November 30, 2004 03:36 PM

A Life Fulfilled


Excerpt: Are you a Wall Street banker who really wants to teach history? An accountant who yearns to become a rabbi? An insurance salesman who wants to own a charter boat? Or a corporate manager who wants to start a catering company?    News Source


Are you a Wall Street banker who really wants to teach history? An accountant who yearns to become a rabbi? An insurance salesman who wants to own a charter boat? Or a corporate manager who wants to start a catering company?

If there are secrets sorrows to your life, you're not alone. The question is and always has been how to balance passion and pay. Financial life planning claims it can help you accomplish a major shift in your life within two to four years.

Started 10 years ago by financial planner George Kinder, the discipline of financial life planning is formally practiced by some 450 advisers in the United States. At its core is the proposition of personal fulfillment often ignored by personal finance.

"We are three times as wealthy as our grandparents both in terms of net worth and income, but we are no happier," says Kinder. "So something is really wrong with our relationship to money."

To drill down to the bedrock of fulfillment, or what we want out of life, Kinder approaches financial planning from a philosophical point of view, sort of the "who are we?" and "why are we here?" questions. To certain clients, these inquisitions elicit unfulfilled desires.

"I have one client who wanted to live in a foreign country but she had no support system. Once we started putting a plan in place, her life began to make a lot more sense to her," Kinder says.

Sometimes that clarity breeds a change in career. Sometimes that clarity brings about a change in family life, or a person's relationship with a community. Whatever the circumstance, financial life planners put into practice a development program that allows people to explore their wants.

"We had one client who went from Wall Street to playing piano in clubs. Needless to say there was a significant downsizing in his lifestyle," says Kinder.

To that end, financial life planners focus more on budgeting than investment planning. Budgeting allows people to quantify their wants, hopes and dreams. If spending more time with your family is important, then budgeting more time is important. If owning an inn in Vermont is what you think will give you solace, then saving for that goal should be a big part of your financial plan.

The difference between traditional financial planning and financial life planning is the core of the program. Traditional financial planning puts money and investment at its center, leaving the rest -- or what you want it for or what to do with it -- up to you. Financial life planning puts fulfillment at its center; it's not just a numbers game.

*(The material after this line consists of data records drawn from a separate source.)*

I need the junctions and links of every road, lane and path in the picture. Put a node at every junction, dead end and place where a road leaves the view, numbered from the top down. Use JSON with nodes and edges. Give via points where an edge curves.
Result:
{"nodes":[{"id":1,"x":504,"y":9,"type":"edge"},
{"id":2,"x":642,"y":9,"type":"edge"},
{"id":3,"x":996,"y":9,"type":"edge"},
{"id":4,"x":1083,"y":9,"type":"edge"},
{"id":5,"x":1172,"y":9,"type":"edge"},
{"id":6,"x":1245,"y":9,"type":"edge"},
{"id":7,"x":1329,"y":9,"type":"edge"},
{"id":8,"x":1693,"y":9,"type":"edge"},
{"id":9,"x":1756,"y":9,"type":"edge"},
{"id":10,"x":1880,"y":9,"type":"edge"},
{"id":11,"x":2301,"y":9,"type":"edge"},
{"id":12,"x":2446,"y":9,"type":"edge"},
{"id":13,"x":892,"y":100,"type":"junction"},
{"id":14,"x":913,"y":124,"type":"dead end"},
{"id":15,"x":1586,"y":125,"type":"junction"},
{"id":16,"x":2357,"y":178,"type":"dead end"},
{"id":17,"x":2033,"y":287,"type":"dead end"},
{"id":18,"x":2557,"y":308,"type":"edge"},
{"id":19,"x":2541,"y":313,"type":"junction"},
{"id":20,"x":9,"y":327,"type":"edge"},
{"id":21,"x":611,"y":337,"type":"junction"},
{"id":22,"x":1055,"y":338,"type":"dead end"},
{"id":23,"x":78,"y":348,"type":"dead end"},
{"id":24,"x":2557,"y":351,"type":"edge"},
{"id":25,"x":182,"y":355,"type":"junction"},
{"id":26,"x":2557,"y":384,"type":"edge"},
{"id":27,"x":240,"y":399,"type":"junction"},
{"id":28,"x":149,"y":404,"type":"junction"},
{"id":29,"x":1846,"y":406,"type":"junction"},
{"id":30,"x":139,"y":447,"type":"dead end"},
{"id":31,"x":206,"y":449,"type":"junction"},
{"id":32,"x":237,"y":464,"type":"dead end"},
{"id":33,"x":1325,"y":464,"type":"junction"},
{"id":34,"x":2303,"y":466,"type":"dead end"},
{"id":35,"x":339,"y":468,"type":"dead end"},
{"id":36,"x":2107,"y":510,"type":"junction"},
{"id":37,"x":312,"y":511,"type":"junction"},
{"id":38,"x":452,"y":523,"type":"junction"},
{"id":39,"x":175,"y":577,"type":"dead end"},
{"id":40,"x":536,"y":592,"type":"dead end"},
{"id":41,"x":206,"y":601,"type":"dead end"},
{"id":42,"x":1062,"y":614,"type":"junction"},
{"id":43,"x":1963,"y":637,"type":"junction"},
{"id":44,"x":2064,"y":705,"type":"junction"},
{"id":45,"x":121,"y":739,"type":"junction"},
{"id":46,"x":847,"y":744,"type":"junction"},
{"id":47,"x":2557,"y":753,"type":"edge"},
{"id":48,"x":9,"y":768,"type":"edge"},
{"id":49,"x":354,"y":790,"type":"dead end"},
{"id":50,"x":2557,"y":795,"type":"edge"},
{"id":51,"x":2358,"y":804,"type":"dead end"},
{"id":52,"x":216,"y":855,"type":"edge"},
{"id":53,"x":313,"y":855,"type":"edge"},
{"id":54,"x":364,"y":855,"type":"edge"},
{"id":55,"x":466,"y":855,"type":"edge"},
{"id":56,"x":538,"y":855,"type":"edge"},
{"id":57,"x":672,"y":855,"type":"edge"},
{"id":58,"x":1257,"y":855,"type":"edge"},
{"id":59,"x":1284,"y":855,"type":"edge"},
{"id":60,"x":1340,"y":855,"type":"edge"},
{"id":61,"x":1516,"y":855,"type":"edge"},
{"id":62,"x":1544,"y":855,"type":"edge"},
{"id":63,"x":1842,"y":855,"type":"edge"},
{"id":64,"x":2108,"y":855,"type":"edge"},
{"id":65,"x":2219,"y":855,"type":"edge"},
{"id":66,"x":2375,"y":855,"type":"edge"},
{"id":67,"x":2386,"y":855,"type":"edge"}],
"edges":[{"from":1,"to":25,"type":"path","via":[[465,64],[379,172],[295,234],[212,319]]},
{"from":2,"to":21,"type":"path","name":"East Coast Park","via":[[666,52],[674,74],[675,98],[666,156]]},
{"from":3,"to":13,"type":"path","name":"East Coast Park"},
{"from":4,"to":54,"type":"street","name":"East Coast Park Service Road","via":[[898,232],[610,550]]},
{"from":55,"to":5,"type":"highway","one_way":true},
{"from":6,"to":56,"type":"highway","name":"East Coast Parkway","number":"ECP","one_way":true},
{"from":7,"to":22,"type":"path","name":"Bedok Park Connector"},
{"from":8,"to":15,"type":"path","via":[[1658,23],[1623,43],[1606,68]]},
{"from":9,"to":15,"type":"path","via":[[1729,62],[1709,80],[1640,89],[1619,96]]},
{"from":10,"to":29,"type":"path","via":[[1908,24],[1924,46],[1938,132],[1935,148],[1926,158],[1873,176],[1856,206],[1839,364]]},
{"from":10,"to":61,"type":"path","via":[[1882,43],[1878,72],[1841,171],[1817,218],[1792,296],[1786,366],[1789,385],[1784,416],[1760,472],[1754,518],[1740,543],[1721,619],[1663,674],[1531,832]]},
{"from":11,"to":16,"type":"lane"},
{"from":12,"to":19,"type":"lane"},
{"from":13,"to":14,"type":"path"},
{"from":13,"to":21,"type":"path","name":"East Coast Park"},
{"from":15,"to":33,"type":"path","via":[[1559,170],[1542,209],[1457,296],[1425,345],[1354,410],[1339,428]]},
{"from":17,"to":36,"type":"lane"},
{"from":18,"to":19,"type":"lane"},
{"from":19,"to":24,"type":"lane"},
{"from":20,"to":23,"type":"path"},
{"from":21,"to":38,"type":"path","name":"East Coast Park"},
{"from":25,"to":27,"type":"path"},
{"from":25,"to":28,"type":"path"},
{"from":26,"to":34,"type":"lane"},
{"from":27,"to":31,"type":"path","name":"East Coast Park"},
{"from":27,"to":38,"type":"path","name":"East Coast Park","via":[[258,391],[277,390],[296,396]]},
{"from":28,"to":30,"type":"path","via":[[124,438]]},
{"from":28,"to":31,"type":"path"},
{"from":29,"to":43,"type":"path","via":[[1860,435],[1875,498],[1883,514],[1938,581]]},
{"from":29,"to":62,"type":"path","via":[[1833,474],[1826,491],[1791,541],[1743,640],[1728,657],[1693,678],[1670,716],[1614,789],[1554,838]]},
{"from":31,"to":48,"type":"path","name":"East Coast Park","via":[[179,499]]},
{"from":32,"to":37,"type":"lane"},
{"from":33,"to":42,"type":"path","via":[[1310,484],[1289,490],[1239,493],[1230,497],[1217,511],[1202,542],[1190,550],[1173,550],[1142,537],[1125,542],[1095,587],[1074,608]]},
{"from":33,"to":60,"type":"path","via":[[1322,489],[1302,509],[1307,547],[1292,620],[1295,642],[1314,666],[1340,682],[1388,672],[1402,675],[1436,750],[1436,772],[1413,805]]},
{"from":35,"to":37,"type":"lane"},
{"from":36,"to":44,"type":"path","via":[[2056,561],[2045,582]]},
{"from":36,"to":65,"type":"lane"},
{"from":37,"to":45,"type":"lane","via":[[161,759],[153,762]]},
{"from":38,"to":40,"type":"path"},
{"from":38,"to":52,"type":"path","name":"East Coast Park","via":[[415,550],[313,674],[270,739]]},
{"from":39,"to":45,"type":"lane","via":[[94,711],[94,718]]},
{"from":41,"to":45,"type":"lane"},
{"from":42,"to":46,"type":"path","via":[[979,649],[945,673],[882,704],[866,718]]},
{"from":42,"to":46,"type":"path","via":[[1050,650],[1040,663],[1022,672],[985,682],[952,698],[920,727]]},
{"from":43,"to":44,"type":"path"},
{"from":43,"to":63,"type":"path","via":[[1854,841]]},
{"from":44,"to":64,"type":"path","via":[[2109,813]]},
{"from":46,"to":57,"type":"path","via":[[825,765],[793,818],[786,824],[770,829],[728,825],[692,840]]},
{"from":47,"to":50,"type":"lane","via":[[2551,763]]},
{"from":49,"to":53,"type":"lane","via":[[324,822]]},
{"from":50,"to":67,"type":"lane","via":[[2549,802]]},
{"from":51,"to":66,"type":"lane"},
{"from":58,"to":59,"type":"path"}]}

"It's easier to look toward a nicer home, vacations or trips to the shopping mall than it is to look inward and think about what we really want out of life," says Kinder.

But that's letting money lead you. Looking inward, "is where we store our fear of success...or failure," he says. It's more difficult to quest for those abstract things than material things. That's why financial life planning shifts the focus of money away from a quantitative goal of abundance to a qualitative promulgator.

Kinder is careful to point out that financial life planners aren't psychologists. "We don't focus on why you haven't done anything. We're there to help you do the things in life you want to do," he says.

And many of those things, no matter how abstract in quality, require money or time. "Maybe we can help you shave 10 hours off you workweek," Kinder says. "You may be able to better spend that time than the money it would bring."

To be sure, it's not an all-sum practice. "The goals sometimes shift," he says.

When people achieve the independence they were seeking, or embark on a different career, new goals arise. Take that woman who wanted to live in a foreign country, for example. She moved back to the United States. Now, she's a financial life planner.

Financial life planning can only put you on the path, light the torch, as they say. With more baby boomers shunning retirement, opting to lead the lives they want to lead today rather than wait, life planning is better begun now.

The last month of the year isn't such a bad time to think about new beginnings. After all, planning isn't about what you hope to have, but also about what you hope not to miss out on.